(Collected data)
◇ ◇ ◇ ◇ ◇ ◇ ◇

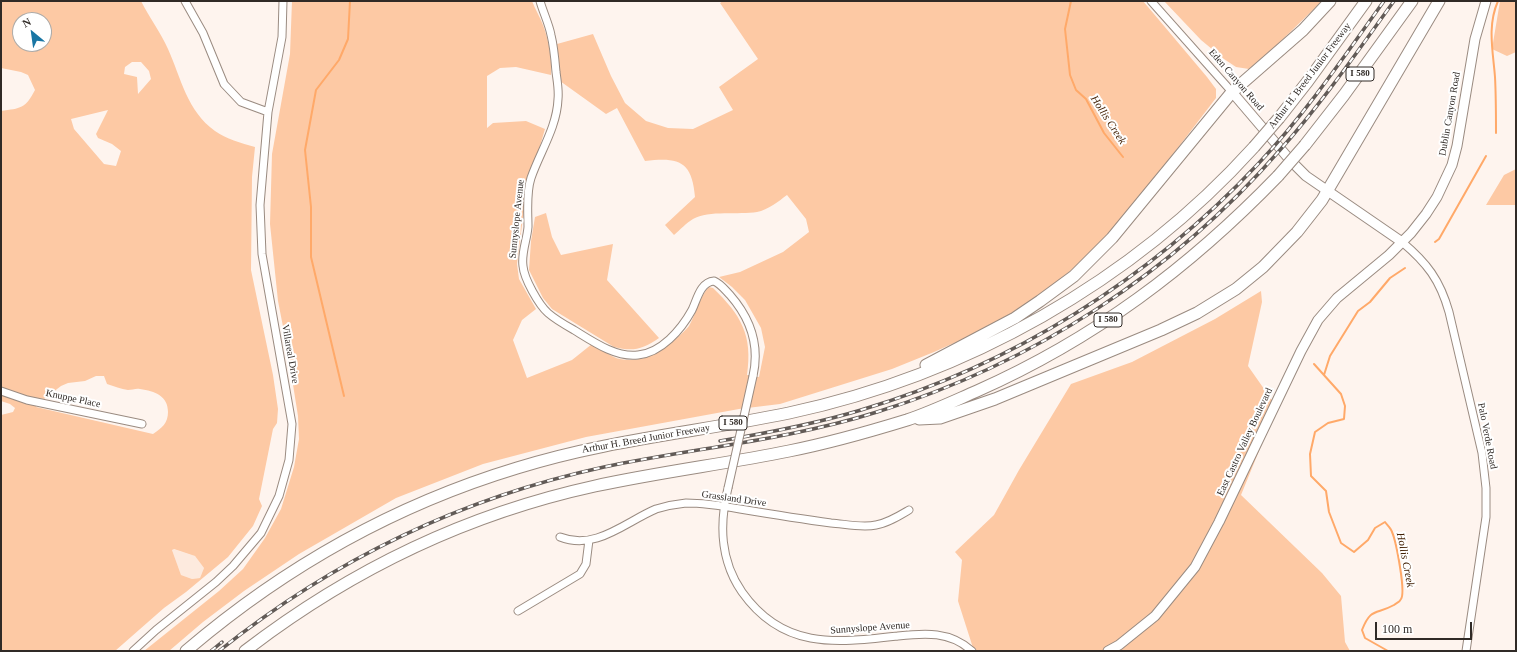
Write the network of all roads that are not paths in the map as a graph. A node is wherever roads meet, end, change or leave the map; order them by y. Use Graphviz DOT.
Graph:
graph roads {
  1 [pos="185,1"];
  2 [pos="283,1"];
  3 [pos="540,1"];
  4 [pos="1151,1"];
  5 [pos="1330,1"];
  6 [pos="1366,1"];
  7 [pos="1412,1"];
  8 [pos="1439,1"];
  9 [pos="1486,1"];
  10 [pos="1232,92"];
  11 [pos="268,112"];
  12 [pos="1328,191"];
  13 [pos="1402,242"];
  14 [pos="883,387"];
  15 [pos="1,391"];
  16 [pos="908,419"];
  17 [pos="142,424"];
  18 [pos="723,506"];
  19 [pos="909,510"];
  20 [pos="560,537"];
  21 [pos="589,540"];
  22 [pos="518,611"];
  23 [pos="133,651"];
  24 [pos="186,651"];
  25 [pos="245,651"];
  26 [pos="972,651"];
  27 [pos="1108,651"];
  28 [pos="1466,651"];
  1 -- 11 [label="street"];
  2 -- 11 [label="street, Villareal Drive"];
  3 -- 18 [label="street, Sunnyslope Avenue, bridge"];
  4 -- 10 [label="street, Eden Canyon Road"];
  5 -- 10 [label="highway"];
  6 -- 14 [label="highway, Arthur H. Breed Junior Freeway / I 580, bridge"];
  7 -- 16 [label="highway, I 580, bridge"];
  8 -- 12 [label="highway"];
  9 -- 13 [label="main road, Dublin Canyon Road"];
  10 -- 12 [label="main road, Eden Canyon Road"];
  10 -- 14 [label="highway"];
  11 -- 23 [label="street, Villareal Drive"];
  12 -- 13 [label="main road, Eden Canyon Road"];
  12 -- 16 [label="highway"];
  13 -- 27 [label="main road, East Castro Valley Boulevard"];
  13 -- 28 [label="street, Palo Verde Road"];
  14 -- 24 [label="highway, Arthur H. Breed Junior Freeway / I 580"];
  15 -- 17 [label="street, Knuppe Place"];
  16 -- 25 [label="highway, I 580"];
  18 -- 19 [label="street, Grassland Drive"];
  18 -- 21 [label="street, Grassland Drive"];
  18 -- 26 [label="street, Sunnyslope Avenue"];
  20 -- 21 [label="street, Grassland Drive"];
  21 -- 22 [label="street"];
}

◇ ◇ ◇ ◇ ◇ ◇ ◇

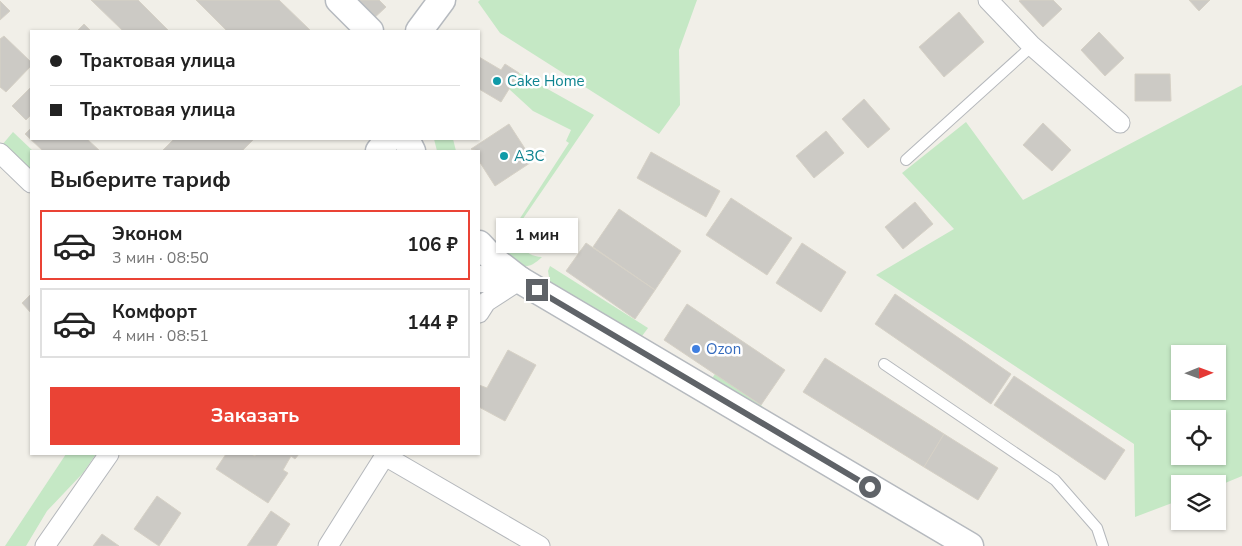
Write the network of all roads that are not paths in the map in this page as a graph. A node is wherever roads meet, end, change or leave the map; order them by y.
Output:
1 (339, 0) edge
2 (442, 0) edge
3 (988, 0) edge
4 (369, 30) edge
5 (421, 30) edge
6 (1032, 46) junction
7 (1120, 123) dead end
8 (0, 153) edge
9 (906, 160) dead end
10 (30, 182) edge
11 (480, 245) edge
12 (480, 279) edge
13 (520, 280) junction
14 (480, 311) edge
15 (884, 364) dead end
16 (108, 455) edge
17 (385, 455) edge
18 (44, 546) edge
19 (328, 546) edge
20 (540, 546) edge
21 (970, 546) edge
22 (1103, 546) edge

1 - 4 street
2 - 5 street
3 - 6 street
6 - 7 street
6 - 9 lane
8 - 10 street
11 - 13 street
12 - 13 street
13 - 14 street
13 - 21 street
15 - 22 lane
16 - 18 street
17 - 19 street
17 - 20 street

◇ ◇ ◇ ◇ ◇ ◇ ◇

Find all lines in the records that hold the word "node". Copy them.

TASK RESULT:
Write the network of all roads that are not paths in the map as a graph. A node is wherever roads meet, end, change or leave the map; order them by y. Use Graphviz DOT.
Write the network of all roads that are not paths in the map in this page as a graph. A node is wherever roads meet, end, change or leave the map; order them by y.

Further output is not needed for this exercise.